REQUIRED ACTION: Please print every record exactly as it stands, leaving out the pictures.
** Opening DATA block **
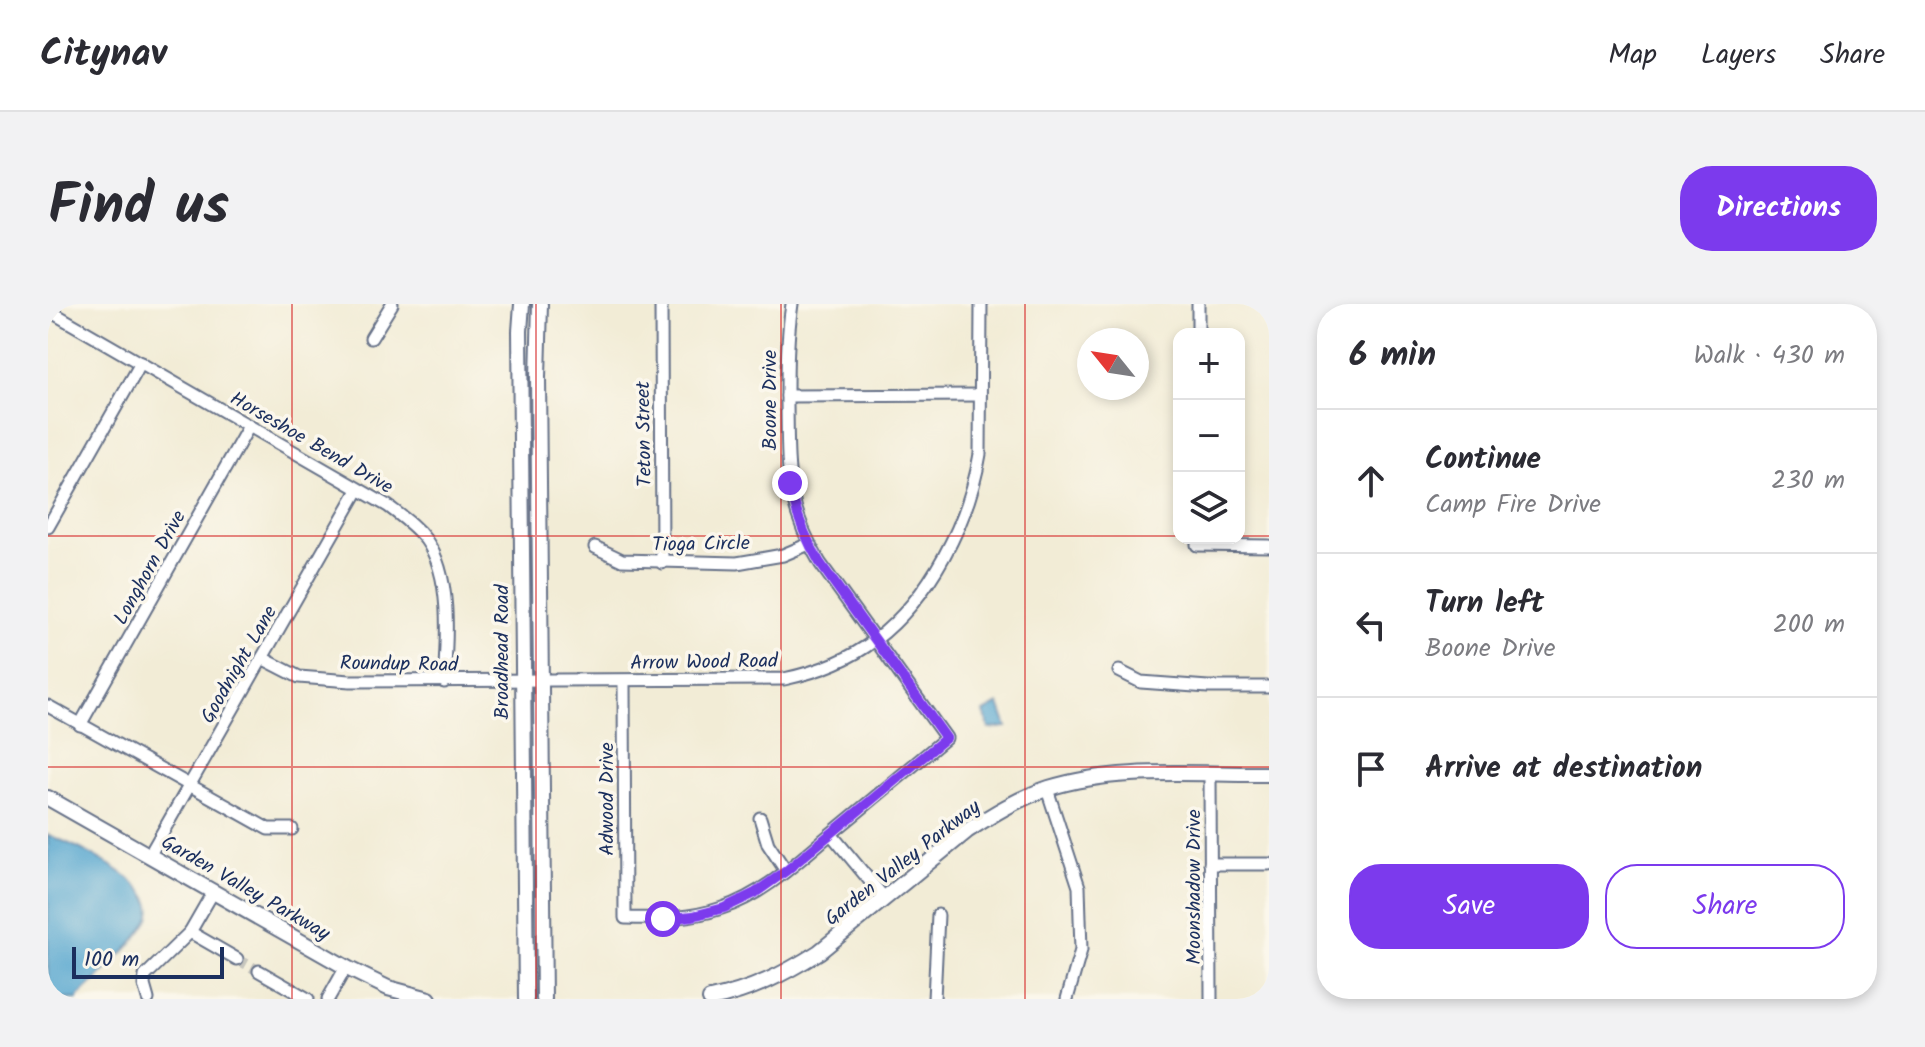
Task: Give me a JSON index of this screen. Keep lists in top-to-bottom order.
{
  "streets": {
    "street": [
      "Boone Drive",
      "Teton Street",
      "Horseshoe Bend Drive",
      "Tioga Circle",
      "Longhorn Drive",
      "Broadhead Road",
      "Arrow Wood Road",
      "Roundup Road",
      "Goodnight Lane",
      "Adwood Drive",
      "Garden Valley Parkway",
      "Moonshadow Drive"
    ]
  },
  "crossings": [
    ["Boone Drive", "Tioga Circle"],
    ["Boone Drive", "Arrow Wood Road"],
    ["Teton Street", "Tioga Circle"],
    ["Horseshoe Bend Drive", "Longhorn Drive"],
    ["Horseshoe Bend Drive", "Roundup Road"],
    ["Horseshoe Bend Drive", "Goodnight Lane"],
    ["Broadhead Road", "Arrow Wood Road"],
    ["Broadhead Road", "Roundup Road"],
    ["Arrow Wood Road", "Roundup Road"],
    ["Arrow Wood Road", "Adwood Drive"],
    ["Roundup Road", "Goodnight Lane"],
    ["Goodnight Lane", "Garden Valley Parkway"],
    ["Garden Valley Parkway", "Moonshadow Drive"]
  ],
  "scale_bar": "100 m",
  "north": "top left",
  "page": {
    "header": "Citynav",
    "nav": ["Map", "Layers", "Share"],
    "title": "Find us",
    "buttons": [
      "Directions",
      ["Save", "Share"]
    ],
    "heading": ["6 min", "Walk · 430 m"],
    "map_buttons": ["+", "−"],
    "list": [
      ["Continue", "Camp Fire Drive", "230 m"],
      ["Turn left", "Boone Drive", "200 m"],
      "Arrive at destination"
    ],
    "scale": "100 m"
  }
}
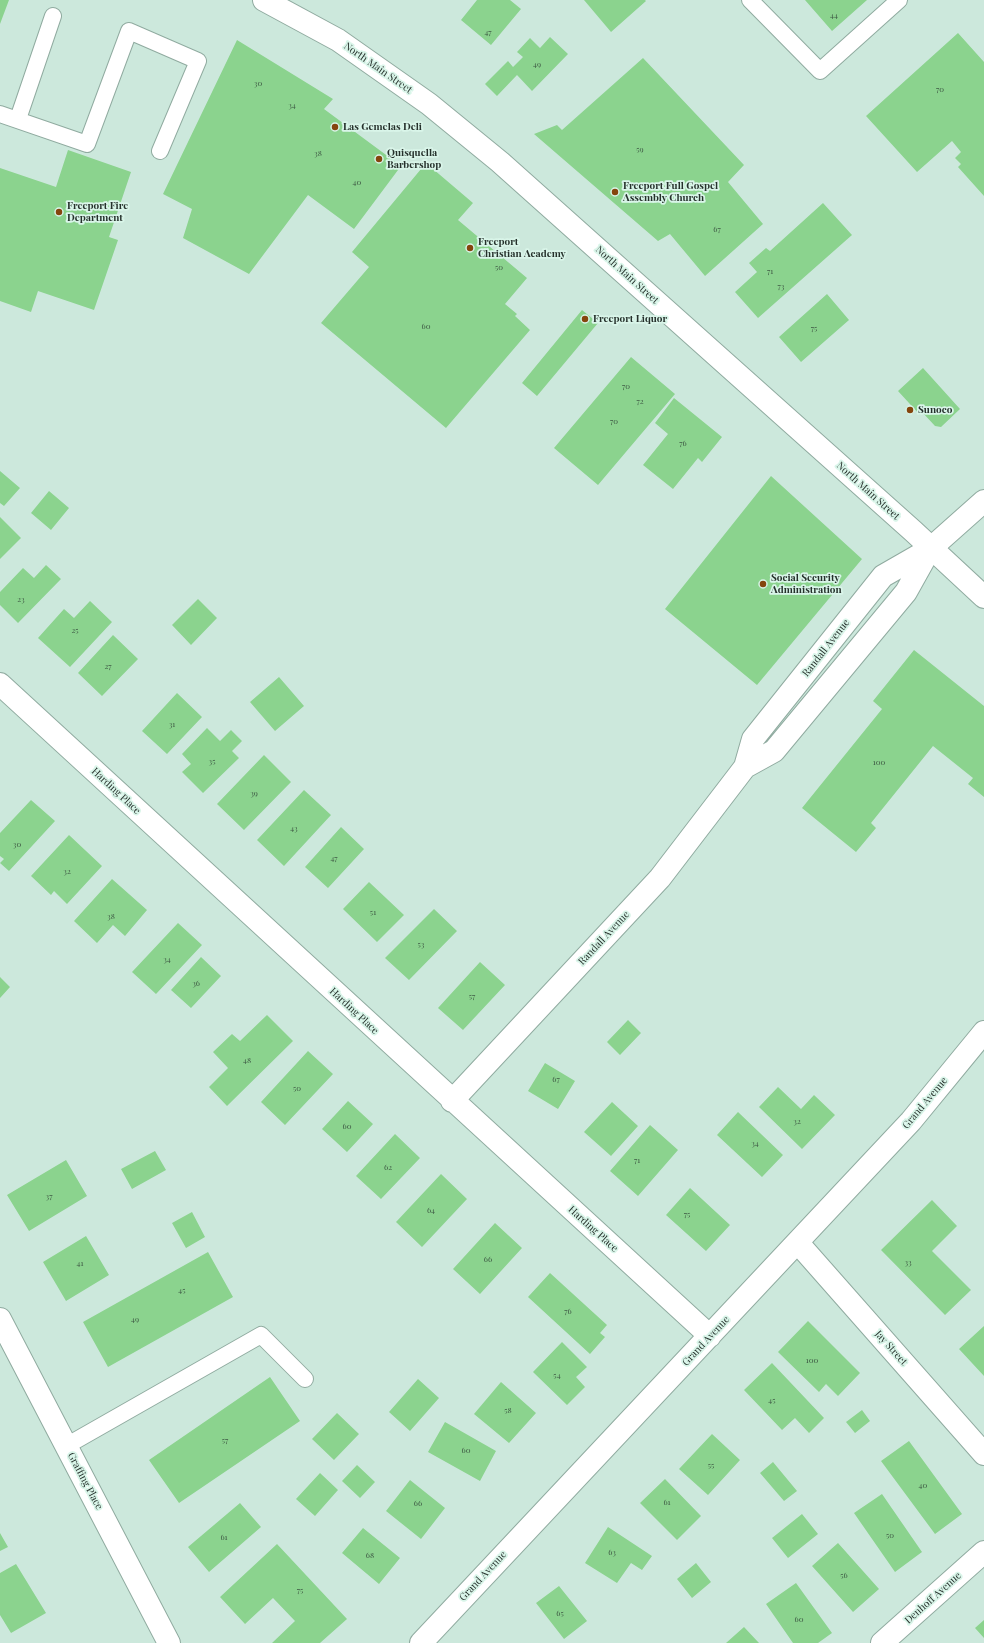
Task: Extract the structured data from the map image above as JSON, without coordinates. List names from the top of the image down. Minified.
{"streets":{"street":["North Main Street","Randall Avenue","Harding Place","Grand Avenue","Jay Street","Graffing Place","Denhoff Avenue"]},"crossings":[["North Main Street","Randall Avenue"],["Randall Avenue","Harding Place"],["Harding Place","Grand Avenue"],["Grand Avenue","Jay Street"]],"places":["Las Gemelas Deli","Quisquella Barbershop","Freeport Full Gospel Assembly Church","Freeport Fire Department","Freeport Christian Academy","Freeport Liquor","Sunoco","Social Security Administration"],"house_numbers":["44","47","49","30","70","34","59","38","40","67","50","71","73","60","75","70","72","70","76","23","25","27","31","35","100","39","43","30","47","32","51","38","53","34","36","57","48","67","50","32","60","34","71","62","37","64","75","66","33","41","45","76","49","100","54","45","58","57","60","55","40","61","66","50","61","63","68","56","75","65","60"]}
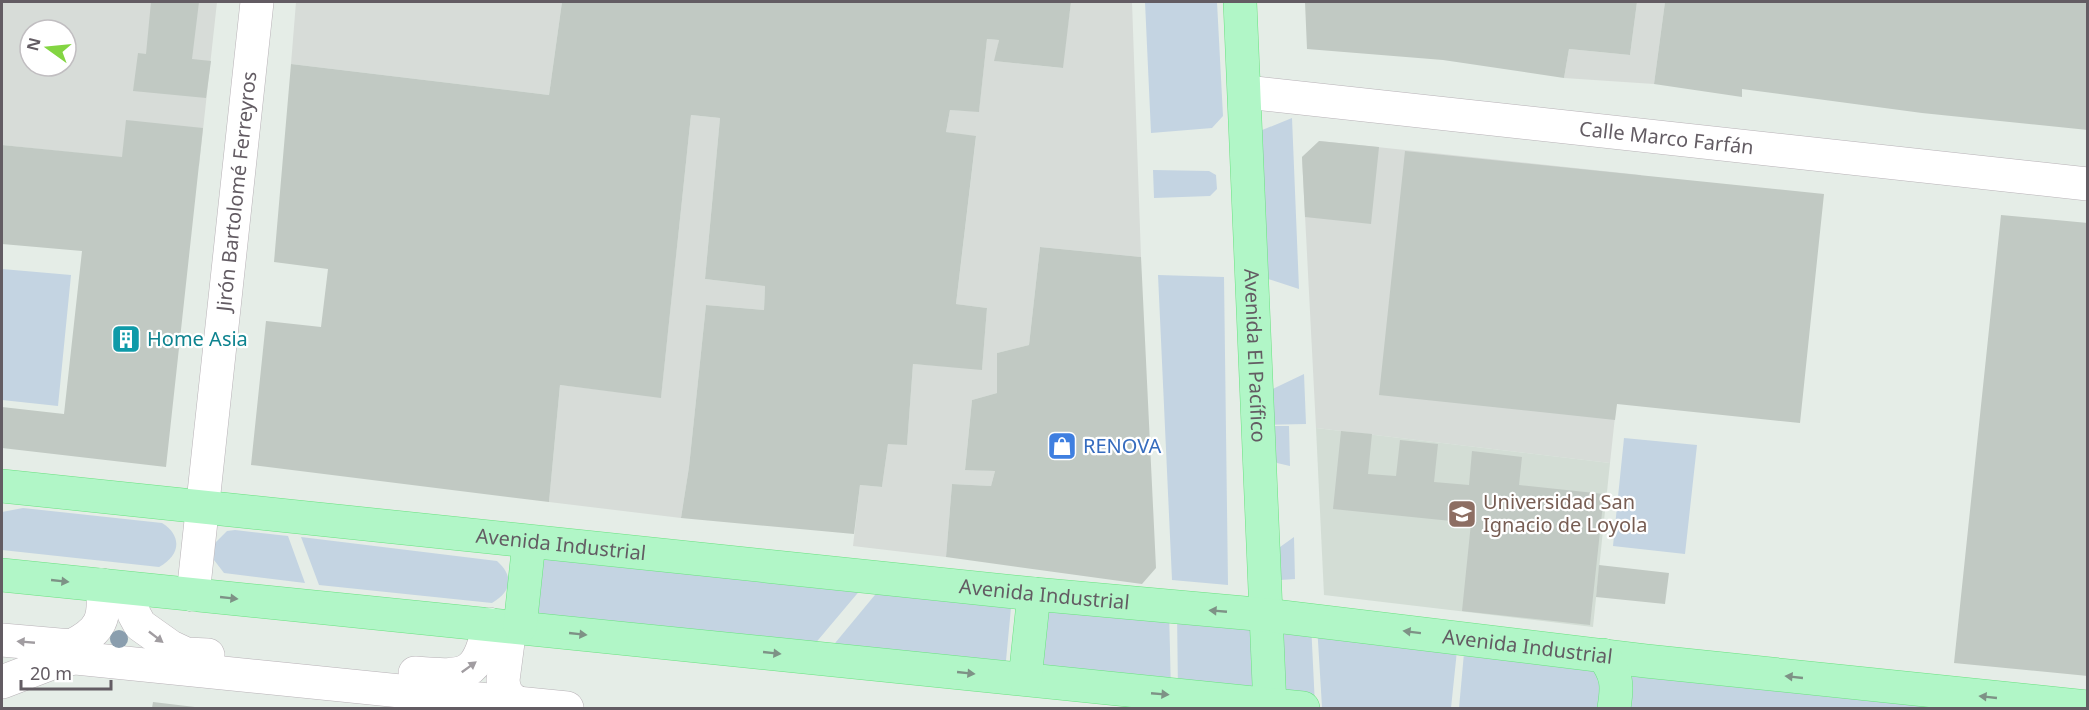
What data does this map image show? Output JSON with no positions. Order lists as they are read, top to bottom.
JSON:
{
  "streets": {
    "main road": ["Avenida El Pacífico", "Avenida Industrial"],
    "street": ["Calle Marco Farfán", "Jirón Bartolomé Ferreyros"]
  },
  "crossings": [
    ["Calle Marco Farfán", "Avenida El Pacífico"],
    ["Jirón Bartolomé Ferreyros", "Avenida Industrial"],
    ["Avenida El Pacífico", "Avenida Industrial"]
  ],
  "one_way": ["Avenida Industrial"],
  "places": {
    "building": ["Home Asia"],
    "shop": ["RENOVA"],
    "school or university": ["Universidad San Ignacio de Loyola"]
  },
  "scale_bar": "20 m",
  "north": "left"
}
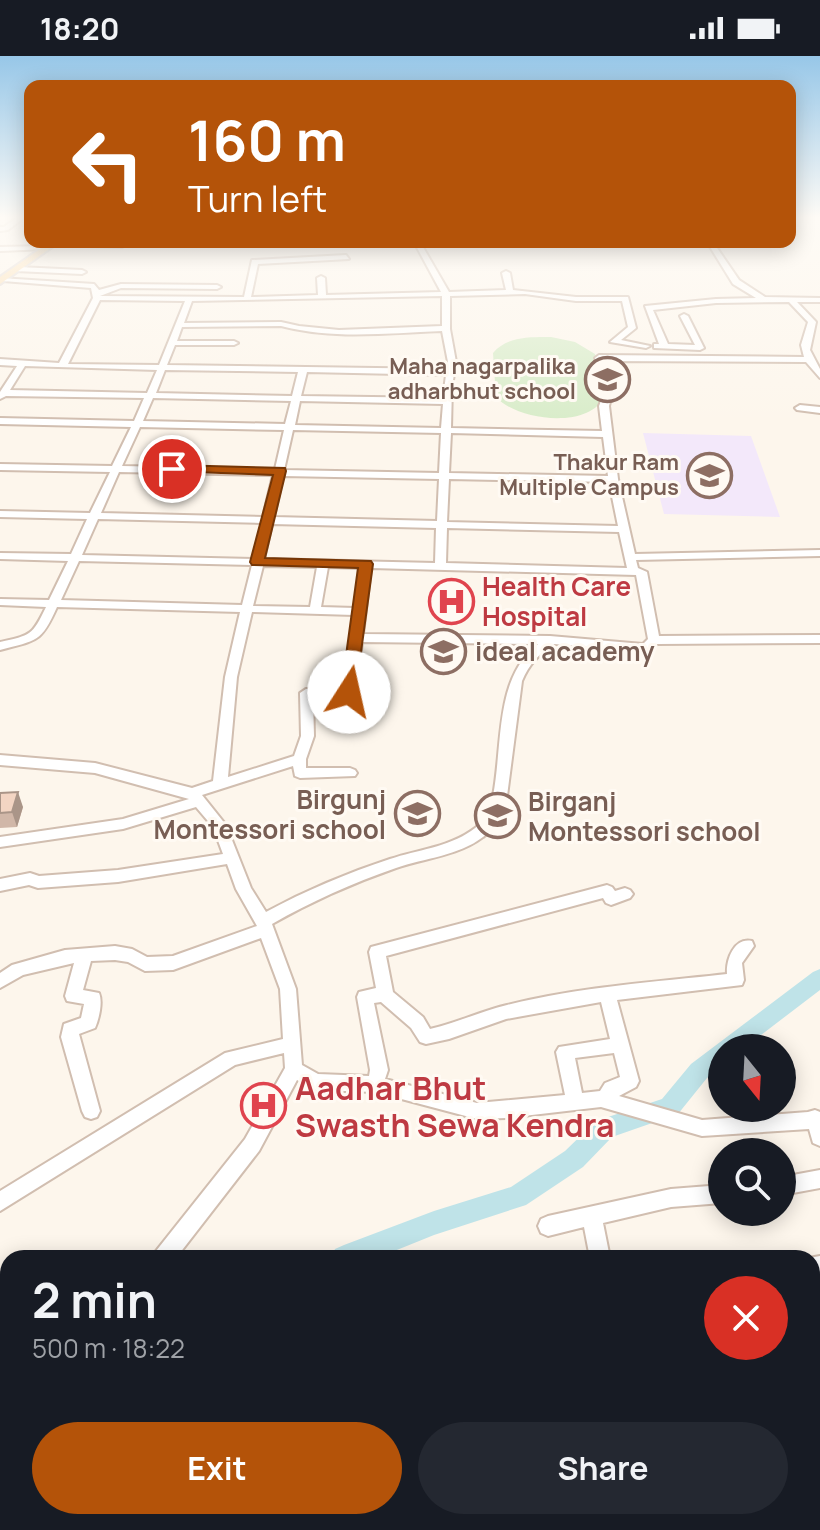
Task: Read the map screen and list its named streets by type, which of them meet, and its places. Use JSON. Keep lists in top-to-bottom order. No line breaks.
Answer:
** Closing DATA block **
RESPONSE:
Task: Give me a JSON index of this screen. Keep lists in top-to-bottom order.
{
  "streets": {
    "street": [
      "Boone Drive",
      "Teton Street",
      "Horseshoe Bend Drive",
      "Tioga Circle",
      "Longhorn Drive",
      "Broadhead Road",
      "Arrow Wood Road",
      "Roundup Road",
      "Goodnight Lane",
      "Adwood Drive",
      "Garden Valley Parkway",
      "Moonshadow Drive"
    ]
  },
  "crossings": [
    ["Boone Drive", "Tioga Circle"],
    ["Boone Drive", "Arrow Wood Road"],
    ["Teton Street", "Tioga Circle"],
    ["Horseshoe Bend Drive", "Longhorn Drive"],
    ["Horseshoe Bend Drive", "Roundup Road"],
    ["Horseshoe Bend Drive", "Goodnight Lane"],
    ["Broadhead Road", "Arrow Wood Road"],
    ["Broadhead Road", "Roundup Road"],
    ["Arrow Wood Road", "Roundup Road"],
    ["Arrow Wood Road", "Adwood Drive"],
    ["Roundup Road", "Goodnight Lane"],
    ["Goodnight Lane", "Garden Valley Parkway"],
    ["Garden Valley Parkway", "Moonshadow Drive"]
  ],
  "scale_bar": "100 m",
  "north": "top left",
  "page": {
    "header": "Citynav",
    "nav": ["Map", "Layers", "Share"],
    "title": "Find us",
    "buttons": [
      "Directions",
      ["Save", "Share"]
    ],
    "heading": ["6 min", "Walk · 430 m"],
    "map_buttons": ["+", "−"],
    "list": [
      ["Continue", "Camp Fire Drive", "230 m"],
      ["Turn left", "Boone Drive", "200 m"],
      "Arrive at destination"
    ],
    "scale": "100 m"
  }
}
Task: Extract the structured data from the map image above as JSON, without coordinates. List names from the top of the image down. Minified.
{"streets":{"street":["North Main Street","Randall Avenue","Harding Place","Grand Avenue","Jay Street","Graffing Place","Denhoff Avenue"]},"crossings":[["North Main Street","Randall Avenue"],["Randall Avenue","Harding Place"],["Harding Place","Grand Avenue"],["Grand Avenue","Jay Street"]],"places":["Las Gemelas Deli","Quisquella Barbershop","Freeport Full Gospel Assembly Church","Freeport Fire Department","Freeport Christian Academy","Freeport Liquor","Sunoco","Social Security Administration"],"house_numbers":["44","47","49","30","70","34","59","38","40","67","50","71","73","60","75","70","72","70","76","23","25","27","31","35","100","39","43","30","47","32","51","38","53","34","36","57","48","67","50","32","60","34","71","62","37","64","75","66","33","41","45","76","49","100","54","45","58","57","60","55","40","61","66","50","61","63","68","56","75","65","60"]}
What data does this map image show? Output JSON with no positions. Order lists as they are read, top to bottom.
JSON:
{
  "streets": {
    "main road": ["Avenida El Pacífico", "Avenida Industrial"],
    "street": ["Calle Marco Farfán", "Jirón Bartolomé Ferreyros"]
  },
  "crossings": [
    ["Calle Marco Farfán", "Avenida El Pacífico"],
    ["Jirón Bartolomé Ferreyros", "Avenida Industrial"],
    ["Avenida El Pacífico", "Avenida Industrial"]
  ],
  "one_way": ["Avenida Industrial"],
  "places": {
    "building": ["Home Asia"],
    "shop": ["RENOVA"],
    "school or university": ["Universidad San Ignacio de Loyola"]
  },
  "scale_bar": "20 m",
  "north": "left"
}
Task: Read the map screen and list its named streets by type, which of them meet, and its places. Use JSON. Keep lists in top-to-bottom order. No line breaks.
Answer:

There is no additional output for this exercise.